**Problem to solve**: Would you retype the entries from the first line to the line bearing "2px #d5d0c5) drop-shadow(0", both included, leaving out every picture?

[Material provided — start]

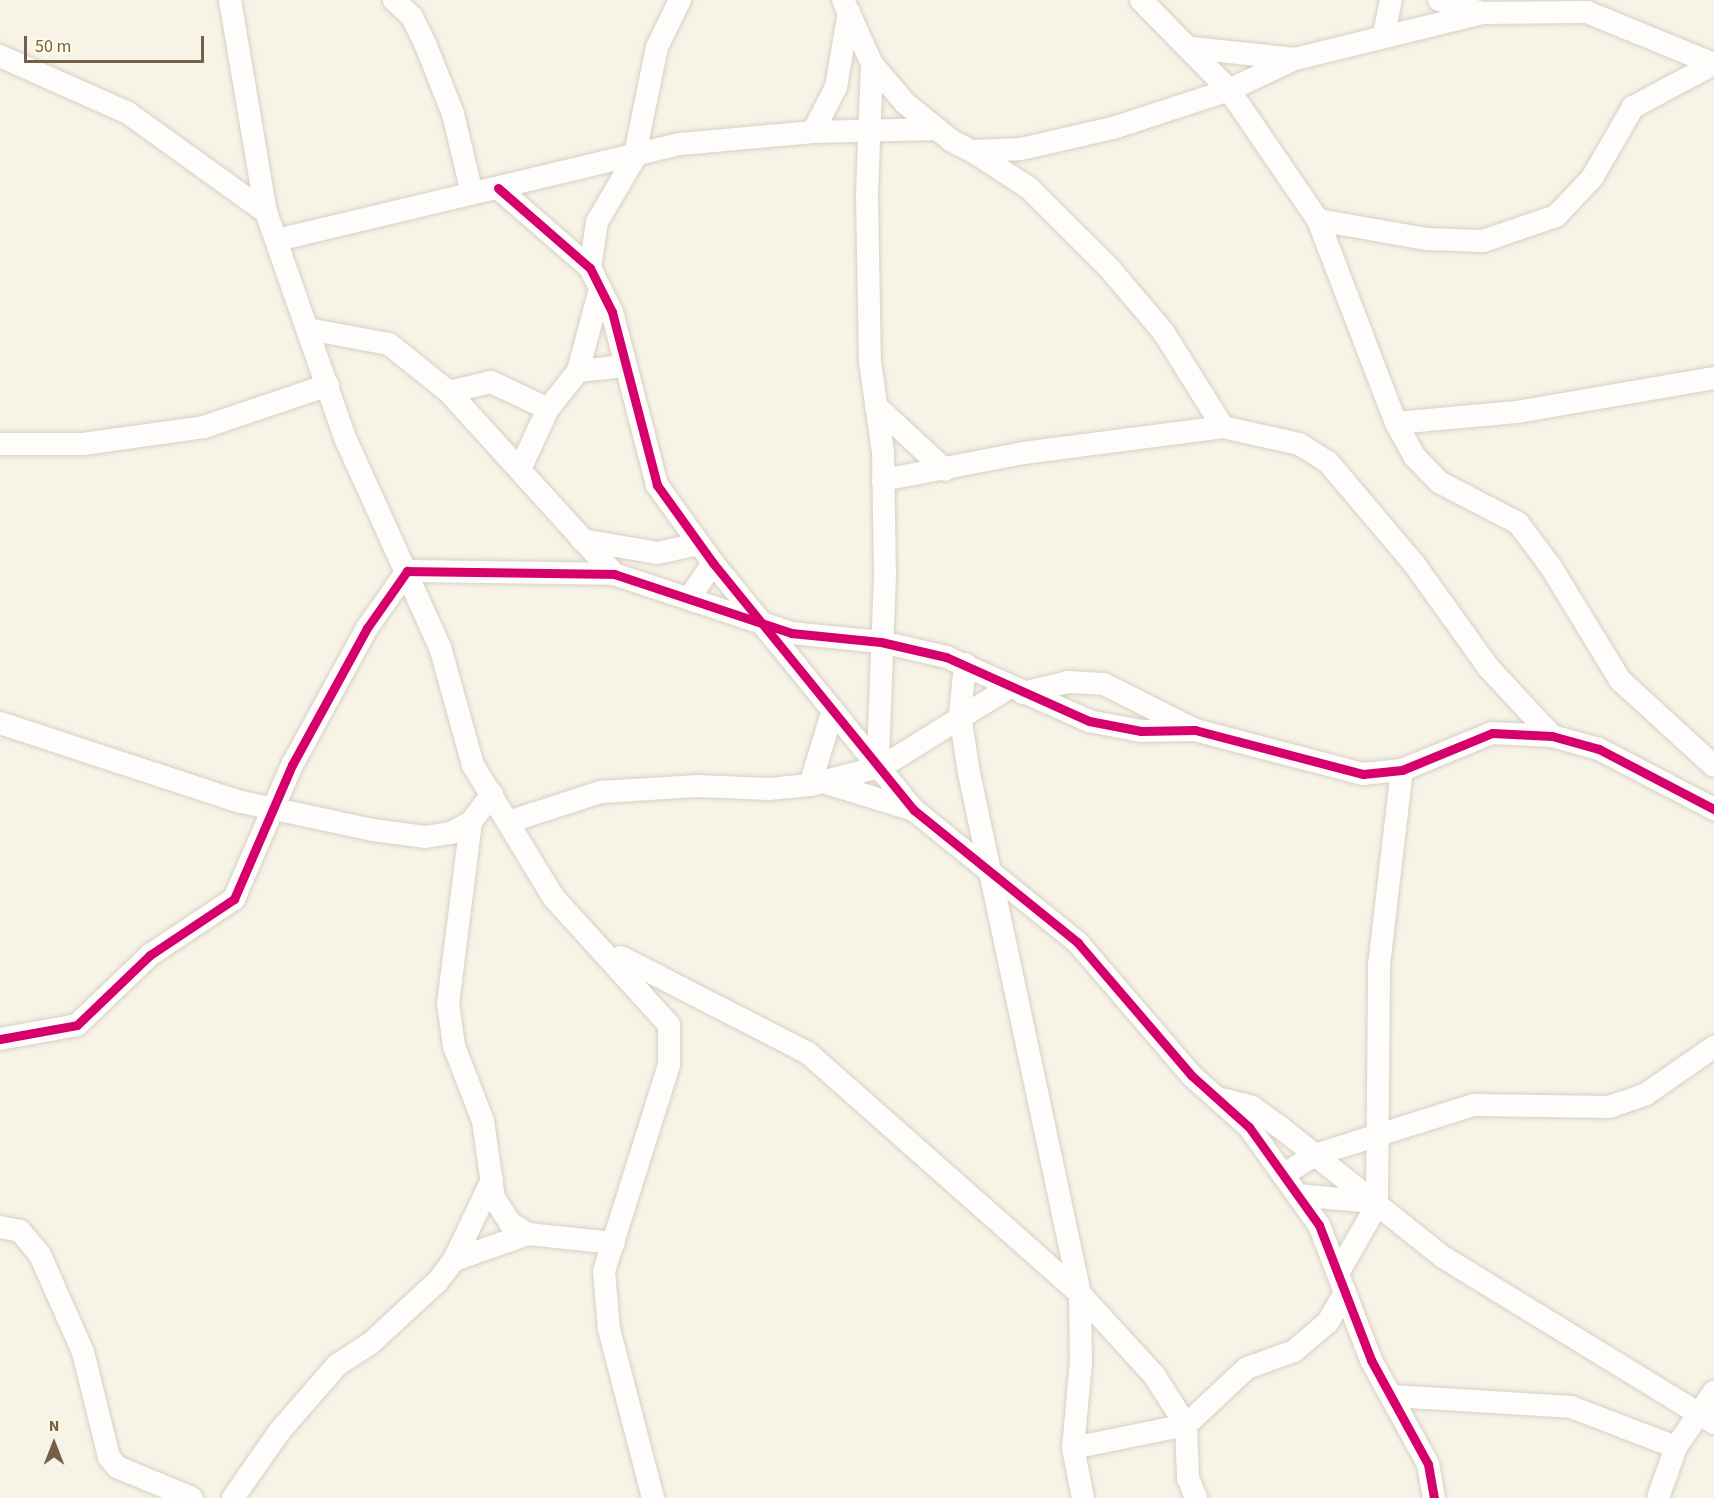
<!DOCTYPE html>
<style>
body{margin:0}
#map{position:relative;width:1714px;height:1498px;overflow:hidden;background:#f7f4e7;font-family:"Source Sans 3",sans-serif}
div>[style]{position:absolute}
.roads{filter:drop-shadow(0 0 2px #d5d0c5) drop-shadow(0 0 2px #d5d0c5)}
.minor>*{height:22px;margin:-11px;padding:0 11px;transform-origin:11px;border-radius:11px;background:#fefdfb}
.cycleway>*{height:9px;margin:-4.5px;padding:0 4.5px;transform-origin:4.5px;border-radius:4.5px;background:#d6006c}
span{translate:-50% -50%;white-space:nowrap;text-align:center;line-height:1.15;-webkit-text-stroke:4.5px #fffae8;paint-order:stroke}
.north{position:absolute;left:24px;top:1414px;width:60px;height:60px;-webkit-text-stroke:4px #fffae8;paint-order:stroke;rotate:0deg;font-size:16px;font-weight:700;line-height:24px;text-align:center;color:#756047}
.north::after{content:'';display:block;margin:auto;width:21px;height:27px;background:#756047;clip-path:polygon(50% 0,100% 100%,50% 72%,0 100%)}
.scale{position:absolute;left:24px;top:36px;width:180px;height:27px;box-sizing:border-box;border:3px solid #756047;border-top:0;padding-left:8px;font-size:18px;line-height:21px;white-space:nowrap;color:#756047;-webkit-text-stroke:4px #fffae8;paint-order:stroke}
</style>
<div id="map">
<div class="roads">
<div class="minor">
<i style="left:230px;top:0;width:215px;rotate:80.4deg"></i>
<i style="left:266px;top:212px;width:242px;rotate:70.7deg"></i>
<i style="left:346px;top:440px;width:227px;rotate:65.6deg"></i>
<i style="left:440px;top:647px;width:123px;rotate:74.4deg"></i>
<i style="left:473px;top:765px;width:156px;rotate:58.7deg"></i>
<i style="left:554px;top:898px;width:171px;rotate:47.8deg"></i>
<i style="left:669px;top:1025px;width:40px;rotate:90deg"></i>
<i style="left:669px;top:1065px;width:216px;rotate:107.5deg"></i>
<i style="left:604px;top:1271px;width:58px;rotate:85.1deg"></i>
<i style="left:609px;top:1329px;width:175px;rotate:75.4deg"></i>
<i style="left:394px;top:0;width:25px;rotate:43deg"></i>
<i style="left:412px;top:17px;width:32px;rotate:64deg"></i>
<i style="left:426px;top:46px;width:73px;rotate:68.3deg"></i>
<i style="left:453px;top:114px;width:81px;rotate:76.5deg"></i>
<i style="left:843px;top:0;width:70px;rotate:65.6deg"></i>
<i style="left:872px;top:64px;width:51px;rotate:49.8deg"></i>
<i style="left:905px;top:103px;width:60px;rotate:39deg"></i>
<i style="left:952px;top:141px;width:22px;rotate:27deg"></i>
<i style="left:972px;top:151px;width:49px;rotate:-2.3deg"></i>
<i style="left:1021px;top:149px;width:94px;rotate:-12.9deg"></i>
<i style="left:1113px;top:128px;width:122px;rotate:-18.1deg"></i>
<i style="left:1229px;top:90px;width:73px;rotate:-25.2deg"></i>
<i style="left:1295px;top:59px;width:193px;rotate:-13.8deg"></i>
<i style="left:1141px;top:0;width:126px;rotate:45.6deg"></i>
<i style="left:1229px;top:90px;width:158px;rotate:55.6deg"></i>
<i style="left:1318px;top:220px;width:217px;rotate:69deg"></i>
<i style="left:1396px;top:423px;width:39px;rotate:61deg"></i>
<i style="left:1415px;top:457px;width:35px;rotate:46deg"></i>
<i style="left:1439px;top:482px;width:89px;rotate:27.4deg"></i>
<i style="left:1518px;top:523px;width:55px;rotate:53.1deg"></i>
<i style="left:1551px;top:567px;width:132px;rotate:58.6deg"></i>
<i style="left:1620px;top:680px;width:127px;rotate:42.5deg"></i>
<i style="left:1439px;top:0;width:45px;rotate:16.8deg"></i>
<i style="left:1482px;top:13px;width:105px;rotate:-0.5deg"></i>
<i style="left:1587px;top:12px;width:137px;rotate:22.3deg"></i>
<i style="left:1384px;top:35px;width:36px;rotate:-79deg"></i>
<i style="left:1192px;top:48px;width:104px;rotate:6.1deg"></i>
<i style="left:0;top:56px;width:140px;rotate:24deg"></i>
<i style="left:128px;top:113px;width:170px;rotate:35.7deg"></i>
<i style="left:872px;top:64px;width:131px;rotate:92.2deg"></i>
<i style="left:867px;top:195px;width:167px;rotate:89deg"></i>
<i style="left:870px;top:362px;width:91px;rotate:81.8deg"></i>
<i style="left:883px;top:452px;width:123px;rotate:89.1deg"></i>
<i style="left:885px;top:575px;width:185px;rotate:92.2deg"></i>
<i style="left:813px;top:132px;width:51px;rotate:-62.9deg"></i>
<i style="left:836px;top:87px;width:76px;rotate:-80.2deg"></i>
<i style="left:972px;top:151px;width:68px;rotate:33deg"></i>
<i style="left:1029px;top:188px;width:115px;rotate:45deg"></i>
<i style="left:1110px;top:269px;width:84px;rotate:49.8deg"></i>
<i style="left:1164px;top:333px;width:111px;rotate:57.9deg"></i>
<i style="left:498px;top:188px;width:122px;rotate:41deg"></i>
<i style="left:590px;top:268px;width:49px;rotate:63.4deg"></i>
<i style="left:612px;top:312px;width:179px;rotate:75.4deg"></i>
<i style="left:657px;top:485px;width:96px;rotate:54.3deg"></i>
<i style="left:713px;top:563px;width:318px;rotate:50.9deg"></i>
<i style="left:914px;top:810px;width:211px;rotate:39deg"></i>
<i style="left:1078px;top:943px;width:174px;rotate:49.4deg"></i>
<i style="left:1191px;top:1075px;width:78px;rotate:41.9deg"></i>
<i style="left:1249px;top:1127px;width:120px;rotate:54.5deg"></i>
<i style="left:1319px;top:1225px;width:145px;rotate:68.9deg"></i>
<i style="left:1371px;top:1360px;width:119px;rotate:61.3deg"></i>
<i style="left:1428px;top:1464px;width:35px;rotate:80deg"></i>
<i style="left:1318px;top:220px;width:111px;rotate:9.9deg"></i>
<i style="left:1427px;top:239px;width:56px;rotate:2deg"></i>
<i style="left:1483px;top:241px;width:77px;rotate:-18.9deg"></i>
<i style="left:1556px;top:216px;width:52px;rotate:-46.5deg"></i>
<i style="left:1592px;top:178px;width:82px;rotate:-60deg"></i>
<i style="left:1633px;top:107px;width:92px;rotate:-28deg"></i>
<i style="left:277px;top:240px;width:415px;rotate:-13.4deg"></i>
<i style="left:681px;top:144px;width:133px;rotate:-5.2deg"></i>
<i style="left:813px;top:132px;width:124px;rotate:-1.4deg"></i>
<i style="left:590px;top:268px;width:47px;rotate:-81.3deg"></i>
<i style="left:597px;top:222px;width:73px;rotate:-59.6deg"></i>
<i style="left:634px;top:159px;width:114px;rotate:-78.4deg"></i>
<i style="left:657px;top:47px;width:52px;rotate:-63.9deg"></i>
<i style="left:308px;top:329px;width:82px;rotate:10.5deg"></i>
<i style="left:389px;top:344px;width:77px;rotate:38.7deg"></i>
<i style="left:449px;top:392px;width:246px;rotate:47.8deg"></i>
<i style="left:578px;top:371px;width:47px;rotate:-6.1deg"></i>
<i style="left:449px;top:392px;width:43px;rotate:-13.4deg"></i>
<i style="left:491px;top:382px;width:63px;rotate:25.3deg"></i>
<i style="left:876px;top:406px;width:94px;rotate:42.8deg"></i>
<i style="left:1396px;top:423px;width:121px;rotate:-5.2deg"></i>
<i style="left:1517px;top:412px;width:200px;rotate:-9.8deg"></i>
<i style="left:0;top:444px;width:83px"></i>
<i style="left:83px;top:444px;width:122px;rotate:-8deg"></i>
<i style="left:204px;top:427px;width:131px;rotate:-18.7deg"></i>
<i style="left:520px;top:469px;width:66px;rotate:-65deg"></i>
<i style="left:548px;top:409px;width:48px;rotate:-51.7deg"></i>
<i style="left:578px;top:371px;width:85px;rotate:-75deg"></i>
<i style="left:883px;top:480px;width:143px;rotate:-10.9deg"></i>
<i style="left:1023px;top:453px;width:202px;rotate:-7.4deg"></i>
<i style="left:1223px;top:427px;width:78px;rotate:12.6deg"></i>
<i style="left:1299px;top:444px;width:34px;rotate:32deg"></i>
<i style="left:1328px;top:462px;width:135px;rotate:49.8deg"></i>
<i style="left:1415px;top:565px;width:125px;rotate:54.4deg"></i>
<i style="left:1488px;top:667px;width:94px;rotate:47.2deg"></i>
<i style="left:582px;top:540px;width:76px;rotate:9.8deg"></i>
<i style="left:657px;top:553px;width:43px;rotate:-12.1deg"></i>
<i style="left:690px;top:597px;width:41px;rotate:-55.9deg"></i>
<i style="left:965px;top:664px;width:51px;rotate:95.6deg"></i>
<i style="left:960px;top:715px;width:59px;rotate:81.2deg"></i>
<i style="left:969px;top:773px;width:533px;rotate:77.97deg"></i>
<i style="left:1080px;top:1294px;width:68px;rotate:89.2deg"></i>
<i style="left:1081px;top:1362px;width:86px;rotate:95.3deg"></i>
<i style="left:1073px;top:1448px;width:51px;rotate:78.7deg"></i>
<i style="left:1023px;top:693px;width:46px;rotate:-13.7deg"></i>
<i style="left:1068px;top:682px;width:36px;rotate:3deg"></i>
<i style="left:1104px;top:684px;width:102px;rotate:26.8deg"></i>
<i style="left:0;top:723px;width:250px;rotate:18.2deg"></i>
<i style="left:237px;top:801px;width:139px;rotate:12deg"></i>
<i style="left:373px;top:830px;width:52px;rotate:7.7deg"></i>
<i style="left:425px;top:837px;width:26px;rotate:-9deg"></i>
<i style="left:451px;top:833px;width:23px;rotate:-29deg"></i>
<i style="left:471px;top:822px;width:35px;rotate:-53deg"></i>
<i style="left:823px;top:782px;width:95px;rotate:17.1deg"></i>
<i style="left:810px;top:785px;width:78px;rotate:-73deg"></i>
<i style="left:511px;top:821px;width:95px;rotate:-17.9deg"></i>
<i style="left:601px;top:792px;width:96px;rotate:-3.6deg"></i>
<i style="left:697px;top:786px;width:72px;rotate:2.4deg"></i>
<i style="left:769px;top:789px;width:41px;rotate:-5.6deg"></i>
<i style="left:810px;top:785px;width:75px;rotate:-14.6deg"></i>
<i style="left:883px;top:766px;width:150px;rotate:-31.9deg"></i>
<i style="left:471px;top:822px;width:182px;rotate:97.2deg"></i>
<i style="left:448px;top:1003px;width:43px;rotate:82.1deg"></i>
<i style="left:454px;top:1046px;width:80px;rotate:68.9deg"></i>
<i style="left:483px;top:1121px;width:78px;rotate:81.9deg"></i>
<i style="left:494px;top:1198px;width:30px;rotate:57deg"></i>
<i style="left:510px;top:1223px;width:21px;rotate:31deg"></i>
<i style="left:528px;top:1234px;width:86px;rotate:6deg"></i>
<i style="left:621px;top:957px;width:210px;rotate:27.2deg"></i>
<i style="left:808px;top:1053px;width:363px;rotate:41.5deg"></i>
<i style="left:1080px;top:1294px;width:110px;rotate:47.6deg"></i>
<i style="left:1154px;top:1375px;width:59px;rotate:57.4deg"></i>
<i style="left:1186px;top:1425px;width:53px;rotate:87.8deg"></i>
<i style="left:1188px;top:1478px;width:22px;rotate:68deg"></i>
<i style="left:0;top:1039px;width:78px;rotate:-10.3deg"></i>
<i style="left:77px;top:1025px;width:101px;rotate:-43.8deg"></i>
<i style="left:150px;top:955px;width:101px;rotate:-33.7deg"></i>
<i style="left:234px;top:899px;width:146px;rotate:-66.6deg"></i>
<i style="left:292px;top:765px;width:156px;rotate:-61.3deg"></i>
<i style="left:367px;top:628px;width:70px;rotate:-54.9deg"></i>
<i style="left:407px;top:571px;width:207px;rotate:0.8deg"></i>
<i style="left:614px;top:574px;width:187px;rotate:18.4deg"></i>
<i style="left:791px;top:633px;width:90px;rotate:5.7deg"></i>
<i style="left:881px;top:642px;width:67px;rotate:13deg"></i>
<i style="left:946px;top:657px;width:157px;rotate:24.1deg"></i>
<i style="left:1089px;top:721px;width:53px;rotate:10.9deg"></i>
<i style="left:1141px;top:731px;width:54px;rotate:-1.1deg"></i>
<i style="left:1195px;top:730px;width:174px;rotate:14.7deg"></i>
<i style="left:1363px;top:774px;width:39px;rotate:-6deg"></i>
<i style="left:1402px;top:770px;width:97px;rotate:-22.3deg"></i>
<i style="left:1492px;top:733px;width:60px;rotate:2.9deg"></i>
<i style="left:1552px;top:736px;width:49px;rotate:15.5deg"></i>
<i style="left:1599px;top:749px;width:130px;rotate:27.6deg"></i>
<i style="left:1221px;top:1099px;width:32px;rotate:14deg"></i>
<i style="left:1252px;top:1107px;width:34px;rotate:36deg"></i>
<i style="left:1280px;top:1127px;width:208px;rotate:38.6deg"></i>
<i style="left:1443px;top:1257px;width:318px;rotate:31.5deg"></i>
<i style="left:1283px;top:1175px;width:38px;rotate:-32deg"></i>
<i style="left:1315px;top:1155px;width:167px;rotate:-17.5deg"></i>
<i style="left:1474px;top:1105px;width:135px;rotate:0.8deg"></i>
<i style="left:1609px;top:1107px;width:39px;rotate:-19deg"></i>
<i style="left:1646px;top:1094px;width:83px;rotate:-34.7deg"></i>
<i style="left:1298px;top:1195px;width:74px;rotate:5.4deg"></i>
<i style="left:0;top:1227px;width:20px;rotate:11deg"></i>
<i style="left:20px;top:1231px;width:31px;rotate:50deg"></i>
<i style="left:40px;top:1255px;width:106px;rotate:66.1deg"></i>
<i style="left:83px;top:1352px;width:108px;rotate:76.1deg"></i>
<i style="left:109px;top:1457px;width:13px;rotate:51deg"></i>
<i style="left:117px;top:1467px;width:81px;rotate:22.5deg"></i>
<i style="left:454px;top:1260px;width:78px;rotate:-19.4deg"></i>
<i style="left:1338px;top:1273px;width:78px;rotate:-60.2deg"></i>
<i style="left:1377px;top:1205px;width:240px;rotate:-89.5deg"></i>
<i style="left:1379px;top:965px;width:196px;rotate:-83.3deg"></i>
<i style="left:1393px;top:1396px;width:178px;rotate:3.5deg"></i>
<i style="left:1571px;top:1407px;width:112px;rotate:20.9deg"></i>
<i style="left:1073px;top:1448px;width:115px;rotate:-11.5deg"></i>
<i style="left:1186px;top:1425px;width:83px;rotate:-43.1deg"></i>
<i style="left:1247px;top:1368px;width:50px;rotate:-19.9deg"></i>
<i style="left:1294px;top:1351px;width:45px;rotate:-40.5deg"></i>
<i style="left:1328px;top:1322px;width:34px;rotate:-60deg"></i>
<i style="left:233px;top:1498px;width:80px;rotate:-55.1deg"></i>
<i style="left:279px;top:1432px;width:89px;rotate:-49.1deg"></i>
<i style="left:337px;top:1365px;width:40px;rotate:-32.9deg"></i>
<i style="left:371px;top:1343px;width:91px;rotate:-42.8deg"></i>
<i style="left:438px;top:1281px;width:26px;rotate:-53deg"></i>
<i style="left:454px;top:1260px;width:89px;rotate:-64.6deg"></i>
<i style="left:1658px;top:1498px;width:54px;rotate:-70.6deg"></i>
<i style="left:1676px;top:1447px;width:67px;rotate:-55.4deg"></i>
</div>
</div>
<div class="cycleway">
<i style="left:498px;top:188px;width:122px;rotate:41deg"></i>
<i style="left:590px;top:268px;width:49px;rotate:63.4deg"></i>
<i style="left:612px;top:312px;width:179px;rotate:75.4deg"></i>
<i style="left:657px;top:485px;width:96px;rotate:54.3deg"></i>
<i style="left:713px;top:563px;width:318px;rotate:50.9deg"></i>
<i style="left:914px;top:810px;width:211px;rotate:39deg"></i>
<i style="left:1078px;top:943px;width:174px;rotate:49.4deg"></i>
<i style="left:1191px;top:1075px;width:78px;rotate:41.9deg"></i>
<i style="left:1249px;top:1127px;width:120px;rotate:54.5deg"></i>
<i style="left:1319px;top:1225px;width:145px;rotate:68.9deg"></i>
<i style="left:1371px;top:1360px;width:119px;rotate:61.3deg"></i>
<i style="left:1428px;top:1464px;width:35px;rotate:80deg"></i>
<i style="left:0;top:1039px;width:78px;rotate:-10.3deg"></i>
<i style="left:77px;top:1025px;width:101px;rotate:-43.8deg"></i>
<i style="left:150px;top:955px;width:101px;rotate:-33.7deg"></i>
<i style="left:234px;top:899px;width:146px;rotate:-66.6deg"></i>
<i style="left:292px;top:765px;width:156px;rotate:-61.3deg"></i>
<i style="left:367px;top:628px;width:70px;rotate:-54.9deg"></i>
<i style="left:407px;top:571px;width:207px;rotate:0.8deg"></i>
<i style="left:614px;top:574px;width:187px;rotate:18.4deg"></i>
<i style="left:791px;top:633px;width:90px;rotate:5.7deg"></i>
<i style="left:881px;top:642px;width:67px;rotate:13deg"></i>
<i style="left:946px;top:657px;width:157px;rotate:24.1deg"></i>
<i style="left:1089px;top:721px;width:53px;rotate:10.9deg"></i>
<i style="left:1141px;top:731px;width:54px;rotate:-1.1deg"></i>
<i style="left:1195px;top:730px;width:174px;rotate:14.7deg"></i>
<i style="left:1363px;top:774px;width:39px;rotate:-6deg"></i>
<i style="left:1402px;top:770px;width:97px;rotate:-22.3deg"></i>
<i style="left:1492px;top:733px;width:60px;rotate:2.9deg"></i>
<i style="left:1552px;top:736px;width:49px;rotate:15.5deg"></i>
<i style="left:1599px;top:749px;width:130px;rotate:27.6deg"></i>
</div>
<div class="north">N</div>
<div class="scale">50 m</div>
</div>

[Material provided — finish]

**Written reply**:
<!DOCTYPE html>
<style>
body{margin:0}
#map{position:relative;width:1714px;height:1498px;overflow:hidden;background:#f7f4e7;font-family:"Source Sans 3",sans-serif}
div>[style]{position:absolute}
.roads{filter:drop-shadow(0 0 2px #d5d0c5) drop-shadow(0 0 2px #d5d0c5)}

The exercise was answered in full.